No matter, AT&T needs to do something and do it quickly. One of the issues that they know that they have to deal with is the problem of customers who love their iPhones just a little bit too much – the heavy data users. To deal with this problem, AT&T is planning on taking steps to curtail excessive data usage by these iPhone customers.
From a product manager point-of-view, these users are responsible for much of the growth in wireless data traffic on the AT&T network as well as perceptions of problems with the network. In order to deal with the issue of customers using too much of the available bandwidth to send and receive data from their iPhones, AT&T is thinking about introducing what they are calling “incentives” that they hope will encourage customers to cut back on their iPhone data usage.
Just to show how much of a problem the iPhones are causing, a recent study revealed that the average iPhone user consumes five to seven times more data on a monthly basis than an average AT&T subscriber who mainly uses their handset for phone calls. Clearly the AT&T product managers have their work cut out for them!
What’s a product manager to do? The trick here is that AT&T loves to have subscribers. In fact, the more subscribers that they can get to join every month, the better they are doing as a business. The problem is that some of these subscribers are degrading the quality of service for the remaining users and people might start unsubscribing because of this.
If we take a look in an AT&T product manager’s bag of tricks, the solution that we’ll almost immediately stumble across is of course usage based pricing. The way that AT&T has their product pricing structured right now, it’s almost encouraging iPhone users to send and receive as much data as possible. iPhone users are only required to pay $30 a month for the right to send and receive an unlimited amount of data.
As the AT&T product managers consider their options, they need to be careful that whatever they decide to do they don’t end up punishing the majority of their users for the actions of a few data intensive users.

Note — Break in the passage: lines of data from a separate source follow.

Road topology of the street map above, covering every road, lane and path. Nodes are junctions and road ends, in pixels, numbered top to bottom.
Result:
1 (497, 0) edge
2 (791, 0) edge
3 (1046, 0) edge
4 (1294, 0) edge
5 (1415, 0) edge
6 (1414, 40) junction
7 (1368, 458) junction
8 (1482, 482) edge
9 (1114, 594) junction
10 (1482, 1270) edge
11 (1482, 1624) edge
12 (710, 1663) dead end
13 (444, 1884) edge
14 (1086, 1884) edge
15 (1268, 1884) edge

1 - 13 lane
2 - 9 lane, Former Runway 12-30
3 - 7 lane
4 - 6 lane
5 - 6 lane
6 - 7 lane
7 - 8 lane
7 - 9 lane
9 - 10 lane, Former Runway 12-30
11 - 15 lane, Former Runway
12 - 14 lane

They could start to ration data like they do for talk minutes and once a user exceeds their monthly allotment amount of data that can be sent or received, then they would start to pay an additional fee.
A more controversial solution is for the AT&T product managers to take things into their own hands and when they detect a heavy data user, they could start to slow down (“throttle”) an iPhone user’s connection if their usage is hurting the network access for nearby users.

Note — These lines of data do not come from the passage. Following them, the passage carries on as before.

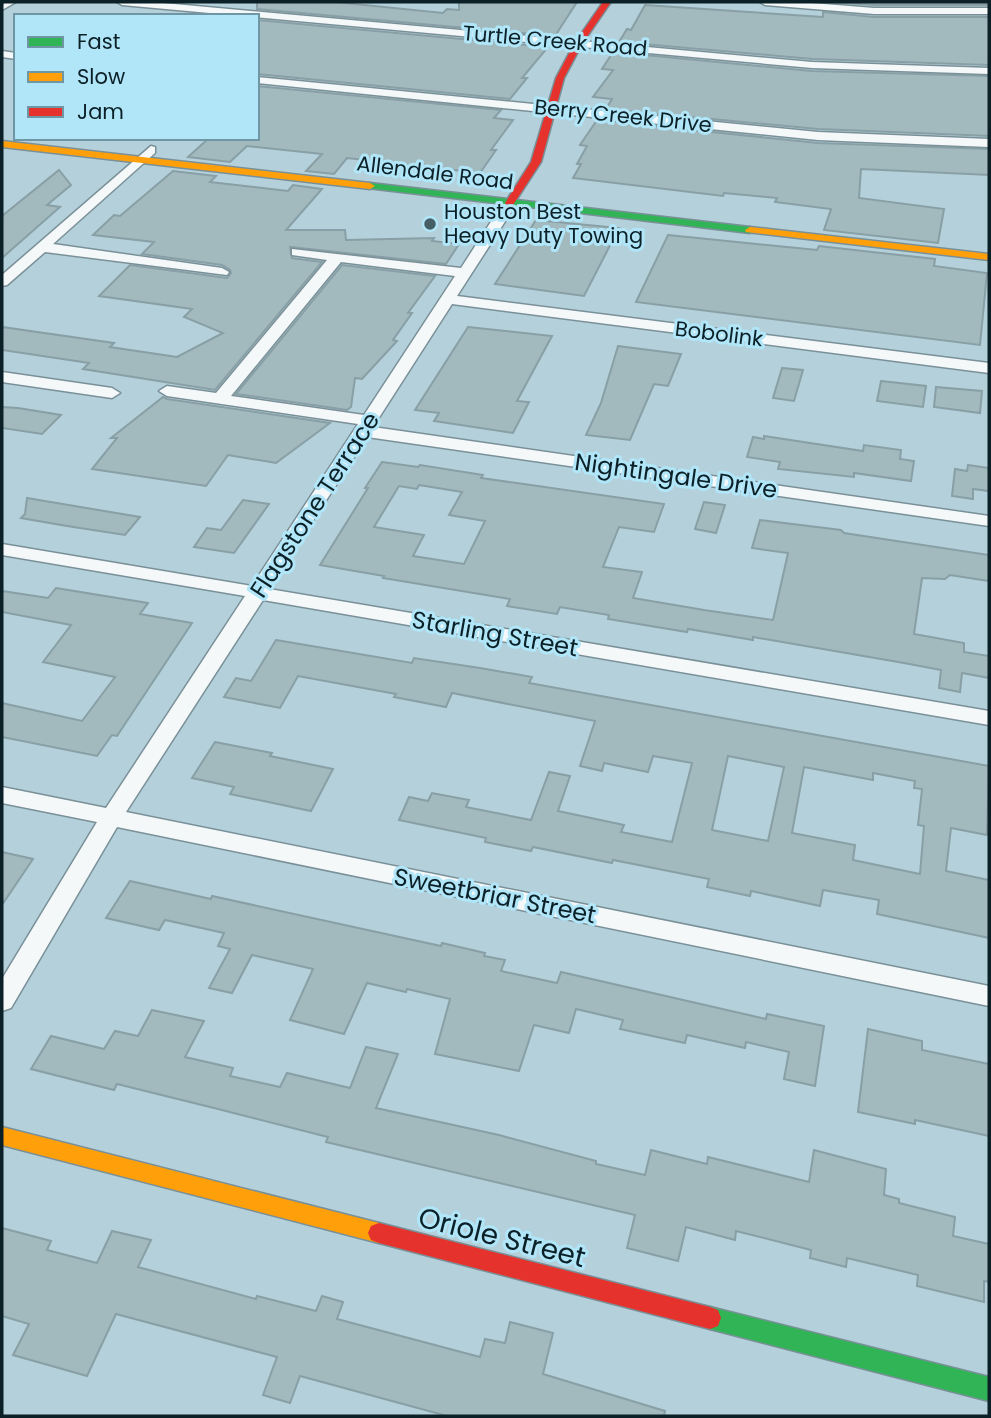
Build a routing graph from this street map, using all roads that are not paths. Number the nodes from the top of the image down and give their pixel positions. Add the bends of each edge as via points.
1 (11, 2) edge
2 (122, 2) edge
3 (607, 2) edge
4 (765, 2) edge
5 (2, 8) edge
6 (989, 11) edge
7 (255, 14) edge
8 (259, 14) edge
9 (578, 43) junction
10 (989, 72) edge
11 (259, 80) edge
12 (549, 109) junction
13 (57, 140) edge
14 (2, 144) edge
15 (989, 144) edge
16 (145, 156) junction
17 (513, 197) junction
18 (42, 247) junction
19 (978, 247) edge
20 (297, 252) dead end
21 (337, 257) junction
22 (989, 257) edge
23 (222, 272) dead end
24 (466, 273) junction
25 (2, 282) edge
26 (449, 299) junction
27 (989, 368) edge
28 (2, 377) edge
29 (167, 391) dead end
30 (112, 393) dead end
31 (220, 399) junction
32 (367, 426) junction
33 (989, 522) edge
34 (2, 549) edge
35 (259, 594) junction
36 (989, 718) edge
37 (2, 795) edge
38 (111, 818) junction
39 (989, 996) edge
40 (2, 1000) edge
41 (2, 1136) edge
42 (989, 1389) edge

1 - 5 street
2 - 7 street, Turtle Creek Road
3 - 9 main road, Flagstone Terrace
4 - 6 street via 874,11
8 - 9 street, Turtle Creek Road
9 - 10 street, Turtle Creek Road via 851,68
9 - 12 main road, Flagstone Terrace
11 - 12 street, Berry Creek Drive
12 - 15 street, Berry Creek Drive via 831,137
12 - 17 main road, Flagstone Terrace via 537,158
13 - 16 main road, Allendale Road
14 - 16 main road, Allendale Road
16 - 17 main road, Allendale Road
16 - 18 street
17 - 19 main road, Allendale Road
17 - 24 street, Flagstone Terrace
18 - 23 street
18 - 25 street
19 - 22 main road, Allendale Road
20 - 21 street
21 - 24 street
21 - 31 street
24 - 26 street, Flagstone Terrace
26 - 27 street, Bobolink
26 - 32 street, Flagstone Terrace
28 - 30 street
29 - 31 street, Nightingale Drive
31 - 32 street, Nightingale Drive
32 - 33 street, Nightingale Drive
32 - 35 street, Flagstone Terrace
34 - 35 street, Starling Street
35 - 36 street, Starling Street
35 - 38 street, Flagstone Terrace
37 - 38 street, Sweetbriar Street
38 - 39 street, Sweetbriar Street
38 - 40 street, Flagstone Terrace
41 - 42 main road, Oriole Street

What All Of This Means For You
As product managers we are always taught that the more that our customers use our products, the better life will be for us. Clearly, the AT&T product managers have run into an exception to this rule. Their next steps have to be taken carefully.
Two levers that they can pull include changing the subscription pricing to encourage the behavior that they want or changing the way that the product works to restrict heavy data user’s access. Both have advantages and disadvantages.
No matter which option they select, the AT&T product managers need to do something. Nobody ever said that being a product manager was going to be easy and this is a classic example of why product managers are so valuable…
What do you think that the AT&T Product Managers should do in order to minimize abusive iPhone data users?